Which lines of the material contain the word "controls"? Show each one.

____

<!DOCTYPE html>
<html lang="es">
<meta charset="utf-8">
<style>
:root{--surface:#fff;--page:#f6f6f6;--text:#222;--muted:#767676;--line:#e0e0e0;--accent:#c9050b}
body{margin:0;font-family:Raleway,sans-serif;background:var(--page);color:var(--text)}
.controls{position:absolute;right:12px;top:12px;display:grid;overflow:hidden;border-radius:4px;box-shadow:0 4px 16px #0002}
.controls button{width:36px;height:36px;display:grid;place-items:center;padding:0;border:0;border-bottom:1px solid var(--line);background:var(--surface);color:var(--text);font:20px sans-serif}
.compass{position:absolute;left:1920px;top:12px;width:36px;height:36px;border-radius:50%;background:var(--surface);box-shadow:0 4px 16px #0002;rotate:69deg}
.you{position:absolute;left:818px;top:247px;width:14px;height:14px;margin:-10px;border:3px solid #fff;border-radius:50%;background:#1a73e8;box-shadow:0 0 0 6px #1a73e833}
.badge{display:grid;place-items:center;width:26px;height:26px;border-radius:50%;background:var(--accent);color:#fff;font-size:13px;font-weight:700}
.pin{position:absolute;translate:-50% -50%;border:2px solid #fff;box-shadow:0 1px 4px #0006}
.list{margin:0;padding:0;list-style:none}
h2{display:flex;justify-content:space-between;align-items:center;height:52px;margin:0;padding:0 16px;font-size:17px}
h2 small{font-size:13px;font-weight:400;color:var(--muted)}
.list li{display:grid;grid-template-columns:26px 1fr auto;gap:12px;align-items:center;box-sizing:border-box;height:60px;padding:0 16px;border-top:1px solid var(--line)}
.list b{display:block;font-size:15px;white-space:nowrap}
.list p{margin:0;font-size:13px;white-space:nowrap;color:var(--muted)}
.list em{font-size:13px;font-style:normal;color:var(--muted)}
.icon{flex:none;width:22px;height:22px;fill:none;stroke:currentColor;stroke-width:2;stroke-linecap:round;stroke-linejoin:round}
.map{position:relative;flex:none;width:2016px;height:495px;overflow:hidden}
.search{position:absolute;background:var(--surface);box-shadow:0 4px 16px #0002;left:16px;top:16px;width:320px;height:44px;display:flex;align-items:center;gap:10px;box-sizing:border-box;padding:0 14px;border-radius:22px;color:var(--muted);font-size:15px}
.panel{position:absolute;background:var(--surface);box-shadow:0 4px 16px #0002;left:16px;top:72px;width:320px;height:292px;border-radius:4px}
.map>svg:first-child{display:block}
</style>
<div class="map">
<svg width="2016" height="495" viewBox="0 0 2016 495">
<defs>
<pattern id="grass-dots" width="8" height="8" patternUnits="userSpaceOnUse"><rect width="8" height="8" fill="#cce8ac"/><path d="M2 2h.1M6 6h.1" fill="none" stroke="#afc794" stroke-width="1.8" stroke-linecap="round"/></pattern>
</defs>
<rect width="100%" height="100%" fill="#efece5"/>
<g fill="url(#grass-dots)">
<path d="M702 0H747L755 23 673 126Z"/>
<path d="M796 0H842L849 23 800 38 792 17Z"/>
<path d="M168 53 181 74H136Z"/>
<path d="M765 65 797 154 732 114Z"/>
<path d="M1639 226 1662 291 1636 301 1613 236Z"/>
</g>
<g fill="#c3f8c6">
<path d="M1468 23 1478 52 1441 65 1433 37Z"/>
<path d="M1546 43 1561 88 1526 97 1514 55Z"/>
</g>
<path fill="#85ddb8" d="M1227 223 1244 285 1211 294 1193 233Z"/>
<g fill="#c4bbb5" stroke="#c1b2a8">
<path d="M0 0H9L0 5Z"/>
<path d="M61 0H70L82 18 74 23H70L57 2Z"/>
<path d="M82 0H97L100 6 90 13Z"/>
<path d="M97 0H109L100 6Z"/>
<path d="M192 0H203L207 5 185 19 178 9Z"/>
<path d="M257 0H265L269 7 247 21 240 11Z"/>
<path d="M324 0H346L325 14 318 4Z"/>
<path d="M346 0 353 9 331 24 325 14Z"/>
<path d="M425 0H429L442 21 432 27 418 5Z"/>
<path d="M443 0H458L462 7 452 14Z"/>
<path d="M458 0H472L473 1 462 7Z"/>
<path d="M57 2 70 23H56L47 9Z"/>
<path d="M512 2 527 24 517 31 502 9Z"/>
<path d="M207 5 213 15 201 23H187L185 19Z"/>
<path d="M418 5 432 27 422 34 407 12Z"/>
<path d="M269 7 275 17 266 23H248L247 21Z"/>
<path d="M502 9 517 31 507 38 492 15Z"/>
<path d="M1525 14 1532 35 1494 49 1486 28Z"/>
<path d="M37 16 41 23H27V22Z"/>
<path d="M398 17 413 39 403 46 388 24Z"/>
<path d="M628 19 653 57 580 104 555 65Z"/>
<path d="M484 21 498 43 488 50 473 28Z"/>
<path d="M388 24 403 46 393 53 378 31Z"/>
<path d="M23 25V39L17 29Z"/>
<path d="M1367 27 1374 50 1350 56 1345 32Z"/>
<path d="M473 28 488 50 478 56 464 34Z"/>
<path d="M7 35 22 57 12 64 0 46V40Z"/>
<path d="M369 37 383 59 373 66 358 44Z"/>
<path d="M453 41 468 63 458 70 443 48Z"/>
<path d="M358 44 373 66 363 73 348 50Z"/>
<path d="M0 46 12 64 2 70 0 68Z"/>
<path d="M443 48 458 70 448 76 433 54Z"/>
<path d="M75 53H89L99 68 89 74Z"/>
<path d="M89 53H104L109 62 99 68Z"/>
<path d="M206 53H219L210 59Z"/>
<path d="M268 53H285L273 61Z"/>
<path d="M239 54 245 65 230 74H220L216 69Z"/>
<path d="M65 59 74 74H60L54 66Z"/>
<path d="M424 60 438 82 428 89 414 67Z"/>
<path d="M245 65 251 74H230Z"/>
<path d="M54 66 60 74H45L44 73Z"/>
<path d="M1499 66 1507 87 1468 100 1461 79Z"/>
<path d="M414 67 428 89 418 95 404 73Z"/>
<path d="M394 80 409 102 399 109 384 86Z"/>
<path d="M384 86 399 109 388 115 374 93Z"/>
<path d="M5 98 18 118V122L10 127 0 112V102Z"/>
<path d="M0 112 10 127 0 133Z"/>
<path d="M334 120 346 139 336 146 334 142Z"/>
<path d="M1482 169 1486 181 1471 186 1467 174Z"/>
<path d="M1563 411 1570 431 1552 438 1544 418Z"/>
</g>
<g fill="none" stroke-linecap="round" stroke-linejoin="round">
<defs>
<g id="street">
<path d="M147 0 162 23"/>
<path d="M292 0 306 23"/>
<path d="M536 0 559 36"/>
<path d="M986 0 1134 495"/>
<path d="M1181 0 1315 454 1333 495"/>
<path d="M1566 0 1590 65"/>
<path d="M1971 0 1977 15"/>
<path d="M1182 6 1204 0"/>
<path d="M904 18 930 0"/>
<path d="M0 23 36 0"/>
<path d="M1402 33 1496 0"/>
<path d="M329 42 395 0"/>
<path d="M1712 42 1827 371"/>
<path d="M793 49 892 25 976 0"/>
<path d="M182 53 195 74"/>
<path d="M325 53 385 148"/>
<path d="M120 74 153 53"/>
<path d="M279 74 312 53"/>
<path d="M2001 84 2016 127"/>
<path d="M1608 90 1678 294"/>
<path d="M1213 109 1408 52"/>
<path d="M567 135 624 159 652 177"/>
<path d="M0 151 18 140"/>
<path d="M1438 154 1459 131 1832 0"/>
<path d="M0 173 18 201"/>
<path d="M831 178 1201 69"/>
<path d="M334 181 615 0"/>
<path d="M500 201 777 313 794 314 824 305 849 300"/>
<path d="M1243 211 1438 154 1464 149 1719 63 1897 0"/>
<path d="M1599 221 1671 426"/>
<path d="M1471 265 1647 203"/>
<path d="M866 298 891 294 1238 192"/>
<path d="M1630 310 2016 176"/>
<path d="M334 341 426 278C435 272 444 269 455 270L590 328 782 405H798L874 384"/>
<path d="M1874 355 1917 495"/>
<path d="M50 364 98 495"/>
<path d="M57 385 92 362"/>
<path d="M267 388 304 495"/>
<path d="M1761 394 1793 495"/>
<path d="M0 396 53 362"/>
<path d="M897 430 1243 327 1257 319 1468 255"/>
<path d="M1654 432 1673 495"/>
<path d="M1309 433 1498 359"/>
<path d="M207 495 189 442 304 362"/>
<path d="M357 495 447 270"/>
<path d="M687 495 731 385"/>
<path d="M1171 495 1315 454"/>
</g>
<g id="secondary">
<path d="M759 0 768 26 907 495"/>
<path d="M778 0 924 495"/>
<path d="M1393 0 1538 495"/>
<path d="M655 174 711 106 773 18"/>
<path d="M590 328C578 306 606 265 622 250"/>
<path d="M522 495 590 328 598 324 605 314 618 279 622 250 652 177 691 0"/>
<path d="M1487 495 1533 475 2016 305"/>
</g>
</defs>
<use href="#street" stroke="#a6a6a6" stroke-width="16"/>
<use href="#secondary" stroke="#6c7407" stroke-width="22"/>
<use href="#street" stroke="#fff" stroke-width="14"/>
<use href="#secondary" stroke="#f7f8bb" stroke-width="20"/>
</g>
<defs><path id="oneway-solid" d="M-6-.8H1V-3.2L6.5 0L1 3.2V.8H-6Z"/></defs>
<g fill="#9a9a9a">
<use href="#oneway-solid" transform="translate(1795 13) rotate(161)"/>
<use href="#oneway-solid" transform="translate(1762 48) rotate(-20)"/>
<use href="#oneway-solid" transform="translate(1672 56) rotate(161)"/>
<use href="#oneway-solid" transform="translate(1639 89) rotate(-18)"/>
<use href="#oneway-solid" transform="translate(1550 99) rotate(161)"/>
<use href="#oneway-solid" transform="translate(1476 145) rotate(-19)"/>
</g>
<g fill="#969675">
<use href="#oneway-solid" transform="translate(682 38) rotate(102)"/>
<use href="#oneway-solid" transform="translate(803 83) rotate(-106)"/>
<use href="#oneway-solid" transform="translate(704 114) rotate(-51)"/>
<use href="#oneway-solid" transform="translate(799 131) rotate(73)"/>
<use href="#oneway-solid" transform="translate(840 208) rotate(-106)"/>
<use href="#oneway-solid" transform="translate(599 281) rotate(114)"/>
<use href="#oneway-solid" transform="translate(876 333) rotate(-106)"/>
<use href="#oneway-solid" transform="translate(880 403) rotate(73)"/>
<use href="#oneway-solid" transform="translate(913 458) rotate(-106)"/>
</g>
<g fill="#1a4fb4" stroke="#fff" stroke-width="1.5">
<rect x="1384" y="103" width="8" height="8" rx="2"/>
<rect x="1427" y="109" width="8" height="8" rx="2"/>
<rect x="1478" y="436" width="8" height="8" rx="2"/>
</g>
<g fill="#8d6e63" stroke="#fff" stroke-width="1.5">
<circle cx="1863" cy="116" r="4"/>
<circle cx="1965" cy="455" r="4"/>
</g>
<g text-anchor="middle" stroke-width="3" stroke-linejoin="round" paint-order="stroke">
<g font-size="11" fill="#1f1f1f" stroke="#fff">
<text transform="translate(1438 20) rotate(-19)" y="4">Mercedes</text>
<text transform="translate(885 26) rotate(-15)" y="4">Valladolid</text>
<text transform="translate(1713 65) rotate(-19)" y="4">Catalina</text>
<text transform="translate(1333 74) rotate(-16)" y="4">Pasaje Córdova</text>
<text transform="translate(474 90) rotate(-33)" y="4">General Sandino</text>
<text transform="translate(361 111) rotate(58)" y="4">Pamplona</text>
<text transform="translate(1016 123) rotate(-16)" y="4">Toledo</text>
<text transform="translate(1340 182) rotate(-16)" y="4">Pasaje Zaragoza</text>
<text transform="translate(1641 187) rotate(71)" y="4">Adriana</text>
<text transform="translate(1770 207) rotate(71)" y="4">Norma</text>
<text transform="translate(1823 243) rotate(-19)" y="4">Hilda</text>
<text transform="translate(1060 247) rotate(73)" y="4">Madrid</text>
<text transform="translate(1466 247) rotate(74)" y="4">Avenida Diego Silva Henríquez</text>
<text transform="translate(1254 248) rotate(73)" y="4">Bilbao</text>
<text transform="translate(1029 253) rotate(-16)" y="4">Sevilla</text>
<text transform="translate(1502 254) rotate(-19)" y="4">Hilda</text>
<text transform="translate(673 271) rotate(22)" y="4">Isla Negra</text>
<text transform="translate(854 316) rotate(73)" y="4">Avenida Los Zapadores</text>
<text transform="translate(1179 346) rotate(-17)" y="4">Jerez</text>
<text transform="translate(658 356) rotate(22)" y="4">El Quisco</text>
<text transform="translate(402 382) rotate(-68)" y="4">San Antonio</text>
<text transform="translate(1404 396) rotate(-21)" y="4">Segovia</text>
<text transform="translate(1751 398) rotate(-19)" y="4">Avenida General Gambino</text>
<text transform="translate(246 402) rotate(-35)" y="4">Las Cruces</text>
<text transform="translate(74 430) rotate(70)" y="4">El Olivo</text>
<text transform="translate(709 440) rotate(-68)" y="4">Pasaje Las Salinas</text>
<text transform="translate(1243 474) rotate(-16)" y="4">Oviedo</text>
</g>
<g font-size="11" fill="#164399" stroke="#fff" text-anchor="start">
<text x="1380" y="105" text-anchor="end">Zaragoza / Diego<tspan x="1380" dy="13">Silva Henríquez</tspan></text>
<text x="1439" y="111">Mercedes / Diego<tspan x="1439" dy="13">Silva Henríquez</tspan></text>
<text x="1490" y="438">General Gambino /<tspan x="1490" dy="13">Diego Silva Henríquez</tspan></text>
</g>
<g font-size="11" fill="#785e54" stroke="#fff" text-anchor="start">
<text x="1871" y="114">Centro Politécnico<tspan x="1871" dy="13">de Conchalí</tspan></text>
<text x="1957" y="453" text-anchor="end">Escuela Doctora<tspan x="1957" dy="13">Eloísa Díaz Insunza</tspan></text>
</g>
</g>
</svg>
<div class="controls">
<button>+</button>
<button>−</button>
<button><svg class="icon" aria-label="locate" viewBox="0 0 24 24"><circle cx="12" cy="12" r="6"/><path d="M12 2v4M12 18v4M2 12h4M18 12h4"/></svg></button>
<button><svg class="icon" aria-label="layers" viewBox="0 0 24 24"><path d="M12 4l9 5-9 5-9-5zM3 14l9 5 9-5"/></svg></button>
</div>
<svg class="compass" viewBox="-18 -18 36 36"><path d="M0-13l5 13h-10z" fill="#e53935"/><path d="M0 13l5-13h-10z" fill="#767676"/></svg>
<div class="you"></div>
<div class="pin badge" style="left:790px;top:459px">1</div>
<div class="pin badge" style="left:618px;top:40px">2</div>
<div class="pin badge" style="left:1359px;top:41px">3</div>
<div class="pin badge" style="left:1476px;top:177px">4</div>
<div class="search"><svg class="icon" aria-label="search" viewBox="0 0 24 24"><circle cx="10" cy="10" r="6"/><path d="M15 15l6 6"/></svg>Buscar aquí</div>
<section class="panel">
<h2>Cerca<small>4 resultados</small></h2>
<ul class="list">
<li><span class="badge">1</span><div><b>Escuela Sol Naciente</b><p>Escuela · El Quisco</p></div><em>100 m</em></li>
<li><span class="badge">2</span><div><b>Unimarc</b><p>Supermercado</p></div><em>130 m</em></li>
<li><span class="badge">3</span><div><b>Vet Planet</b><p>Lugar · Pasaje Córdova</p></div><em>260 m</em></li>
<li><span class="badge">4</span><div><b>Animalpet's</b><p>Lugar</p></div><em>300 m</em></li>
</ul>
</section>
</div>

____

Exercise result:
.controls{position:absolute;right:12px;top:12px;display:grid;overflow:hidden;border-radius:4px;box-shadow:0 4px 16px #0002}
.controls button{width:36px;height:36px;display:grid;place-items:center;padding:0;border:0;border-bottom:1px solid var(--line);background:var(--surface);color:var(--text);font:20px sans-serif}
<div class="controls">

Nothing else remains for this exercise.